Non. Son contre-projet à l'initiative de l'UDC me laisse perplexe, parce qu'il n'est pas clair. Mon groupe parlementaire avait déposé une initiative listant avec précision les délits pouvant motiver une expulsion. Ce texte a été rejeté par les socialistes et l'UDC. Il ne comprenait pas les abus de l'aide sociale, comme le réclame l'UDC, mais des actes répréhensibles, comme les infractions graves à l'intégrité sexuelle ou les mariages forcés. Le texte du Conseil fédéral reste sui generis, c'est-à-dire plutôt vague. Or si on veut éviter que l'UDC capte le consensus de la population, il faut une réforme claire et précise. On n'y est pas. 

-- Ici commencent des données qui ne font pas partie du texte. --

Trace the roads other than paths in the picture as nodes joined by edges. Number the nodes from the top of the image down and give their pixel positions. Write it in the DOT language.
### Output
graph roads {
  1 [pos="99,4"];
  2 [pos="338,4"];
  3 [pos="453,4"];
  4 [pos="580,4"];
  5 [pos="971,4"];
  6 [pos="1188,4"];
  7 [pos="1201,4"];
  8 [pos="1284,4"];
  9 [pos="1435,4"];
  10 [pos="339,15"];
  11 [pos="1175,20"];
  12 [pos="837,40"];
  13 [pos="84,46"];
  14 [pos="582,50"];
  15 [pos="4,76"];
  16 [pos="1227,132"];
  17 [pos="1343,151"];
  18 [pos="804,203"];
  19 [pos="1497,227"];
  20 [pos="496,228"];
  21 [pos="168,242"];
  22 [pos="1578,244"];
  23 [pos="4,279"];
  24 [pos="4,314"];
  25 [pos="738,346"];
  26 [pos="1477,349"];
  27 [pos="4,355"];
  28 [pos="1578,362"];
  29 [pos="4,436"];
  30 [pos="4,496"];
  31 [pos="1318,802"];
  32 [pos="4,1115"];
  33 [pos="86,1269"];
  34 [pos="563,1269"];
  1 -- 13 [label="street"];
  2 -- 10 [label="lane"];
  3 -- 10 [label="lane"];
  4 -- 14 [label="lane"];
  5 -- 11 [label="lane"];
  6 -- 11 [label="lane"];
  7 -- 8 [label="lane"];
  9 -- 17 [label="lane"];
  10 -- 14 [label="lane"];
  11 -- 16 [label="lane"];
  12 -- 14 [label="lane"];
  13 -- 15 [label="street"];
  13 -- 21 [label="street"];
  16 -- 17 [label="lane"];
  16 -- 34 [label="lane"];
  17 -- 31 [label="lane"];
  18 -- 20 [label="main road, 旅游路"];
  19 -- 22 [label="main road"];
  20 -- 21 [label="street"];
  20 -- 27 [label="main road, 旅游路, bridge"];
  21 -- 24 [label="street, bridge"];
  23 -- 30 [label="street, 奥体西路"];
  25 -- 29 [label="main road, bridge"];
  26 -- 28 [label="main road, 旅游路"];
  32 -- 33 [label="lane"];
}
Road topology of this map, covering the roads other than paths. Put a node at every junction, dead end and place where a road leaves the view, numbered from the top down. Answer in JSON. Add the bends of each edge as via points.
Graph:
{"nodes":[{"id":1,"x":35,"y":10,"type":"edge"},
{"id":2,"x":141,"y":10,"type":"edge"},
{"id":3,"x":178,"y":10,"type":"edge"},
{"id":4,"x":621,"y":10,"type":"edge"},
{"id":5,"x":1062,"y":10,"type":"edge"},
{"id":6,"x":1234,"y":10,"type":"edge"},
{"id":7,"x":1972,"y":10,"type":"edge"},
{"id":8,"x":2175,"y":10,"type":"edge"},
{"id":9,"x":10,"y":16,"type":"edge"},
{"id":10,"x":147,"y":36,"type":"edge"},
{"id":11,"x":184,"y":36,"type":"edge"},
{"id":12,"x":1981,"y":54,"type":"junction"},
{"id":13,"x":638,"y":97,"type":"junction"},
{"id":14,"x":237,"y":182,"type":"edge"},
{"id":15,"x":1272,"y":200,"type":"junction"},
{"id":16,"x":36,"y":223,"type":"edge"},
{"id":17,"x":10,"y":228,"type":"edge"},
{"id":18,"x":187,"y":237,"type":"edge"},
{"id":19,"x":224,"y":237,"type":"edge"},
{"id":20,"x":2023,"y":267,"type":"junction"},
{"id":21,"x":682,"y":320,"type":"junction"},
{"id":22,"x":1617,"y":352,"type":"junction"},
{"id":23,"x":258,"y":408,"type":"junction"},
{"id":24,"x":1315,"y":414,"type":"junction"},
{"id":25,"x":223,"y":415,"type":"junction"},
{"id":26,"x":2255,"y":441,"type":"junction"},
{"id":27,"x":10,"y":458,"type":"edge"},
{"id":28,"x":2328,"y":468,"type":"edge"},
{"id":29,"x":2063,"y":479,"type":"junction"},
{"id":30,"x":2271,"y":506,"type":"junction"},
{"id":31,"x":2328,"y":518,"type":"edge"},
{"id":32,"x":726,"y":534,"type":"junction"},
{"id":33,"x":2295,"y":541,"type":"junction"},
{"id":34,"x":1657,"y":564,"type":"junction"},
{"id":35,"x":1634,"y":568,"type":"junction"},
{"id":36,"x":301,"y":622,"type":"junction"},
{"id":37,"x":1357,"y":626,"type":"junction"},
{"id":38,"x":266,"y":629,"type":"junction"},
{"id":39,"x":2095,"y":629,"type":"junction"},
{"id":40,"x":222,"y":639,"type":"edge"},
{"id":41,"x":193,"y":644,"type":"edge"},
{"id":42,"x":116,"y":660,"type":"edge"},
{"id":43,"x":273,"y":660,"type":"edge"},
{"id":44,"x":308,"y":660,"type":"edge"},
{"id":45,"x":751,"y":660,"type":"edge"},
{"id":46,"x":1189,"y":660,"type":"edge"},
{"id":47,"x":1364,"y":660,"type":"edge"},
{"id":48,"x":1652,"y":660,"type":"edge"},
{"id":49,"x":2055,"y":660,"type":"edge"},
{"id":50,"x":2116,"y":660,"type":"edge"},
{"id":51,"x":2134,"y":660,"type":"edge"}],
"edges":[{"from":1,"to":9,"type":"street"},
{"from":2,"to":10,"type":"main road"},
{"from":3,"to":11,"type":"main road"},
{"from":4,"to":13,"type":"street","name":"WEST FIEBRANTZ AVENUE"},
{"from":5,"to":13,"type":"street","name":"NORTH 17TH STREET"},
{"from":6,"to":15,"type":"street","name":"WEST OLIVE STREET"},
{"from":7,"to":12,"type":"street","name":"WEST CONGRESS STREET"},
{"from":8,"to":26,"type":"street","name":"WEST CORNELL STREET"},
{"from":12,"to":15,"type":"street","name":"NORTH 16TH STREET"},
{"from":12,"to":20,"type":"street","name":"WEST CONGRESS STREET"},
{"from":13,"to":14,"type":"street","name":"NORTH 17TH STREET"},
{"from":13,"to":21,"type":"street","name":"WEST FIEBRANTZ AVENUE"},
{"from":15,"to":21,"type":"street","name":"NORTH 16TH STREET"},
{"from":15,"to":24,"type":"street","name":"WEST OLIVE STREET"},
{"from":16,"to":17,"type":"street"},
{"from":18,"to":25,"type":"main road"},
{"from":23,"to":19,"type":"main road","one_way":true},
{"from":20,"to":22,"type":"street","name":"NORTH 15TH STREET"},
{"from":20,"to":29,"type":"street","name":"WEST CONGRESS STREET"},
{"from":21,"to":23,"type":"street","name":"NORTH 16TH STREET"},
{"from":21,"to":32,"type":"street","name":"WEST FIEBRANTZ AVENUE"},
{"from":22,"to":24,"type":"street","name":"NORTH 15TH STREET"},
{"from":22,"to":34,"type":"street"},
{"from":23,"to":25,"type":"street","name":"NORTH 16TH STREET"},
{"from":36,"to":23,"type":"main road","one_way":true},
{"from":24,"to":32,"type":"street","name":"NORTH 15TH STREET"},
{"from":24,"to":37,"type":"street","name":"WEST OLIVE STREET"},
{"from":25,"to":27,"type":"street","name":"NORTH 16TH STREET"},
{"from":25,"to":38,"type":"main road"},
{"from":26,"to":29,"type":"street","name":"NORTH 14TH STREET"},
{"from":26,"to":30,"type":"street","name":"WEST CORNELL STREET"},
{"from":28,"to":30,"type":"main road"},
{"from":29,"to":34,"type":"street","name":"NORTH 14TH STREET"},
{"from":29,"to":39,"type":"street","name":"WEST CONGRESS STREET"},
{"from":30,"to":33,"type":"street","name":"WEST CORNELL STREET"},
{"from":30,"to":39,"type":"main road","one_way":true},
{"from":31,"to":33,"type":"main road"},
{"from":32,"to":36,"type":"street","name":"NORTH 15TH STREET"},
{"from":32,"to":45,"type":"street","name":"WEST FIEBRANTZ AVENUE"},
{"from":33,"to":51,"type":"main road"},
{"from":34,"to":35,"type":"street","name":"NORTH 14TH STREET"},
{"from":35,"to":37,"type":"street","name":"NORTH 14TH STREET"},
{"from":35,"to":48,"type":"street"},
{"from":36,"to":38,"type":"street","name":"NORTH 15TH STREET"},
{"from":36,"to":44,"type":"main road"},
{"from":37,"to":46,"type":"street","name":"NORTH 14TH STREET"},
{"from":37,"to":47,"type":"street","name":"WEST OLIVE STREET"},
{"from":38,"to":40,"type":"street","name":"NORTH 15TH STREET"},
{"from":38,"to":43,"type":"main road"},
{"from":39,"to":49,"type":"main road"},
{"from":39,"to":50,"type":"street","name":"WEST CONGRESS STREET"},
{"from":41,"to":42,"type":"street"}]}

A vous entendre, la justification de cette révision aurait dû être celle d'une meilleure efficacité. A l'arrivée, est-elle plus idéologique que pratique?

C'est l'impression que j'ai au terme de la procédure de consultation. Que voulez-vous, dans le fond, sa principale instigatrice, Eveline Widmer-Schlumpf est une représentante de l'UDC. Elle a eu beau changer de parti, ce projet montre que sa ligne politique ne se démarque pas vraiment de celle de son ancienne formation.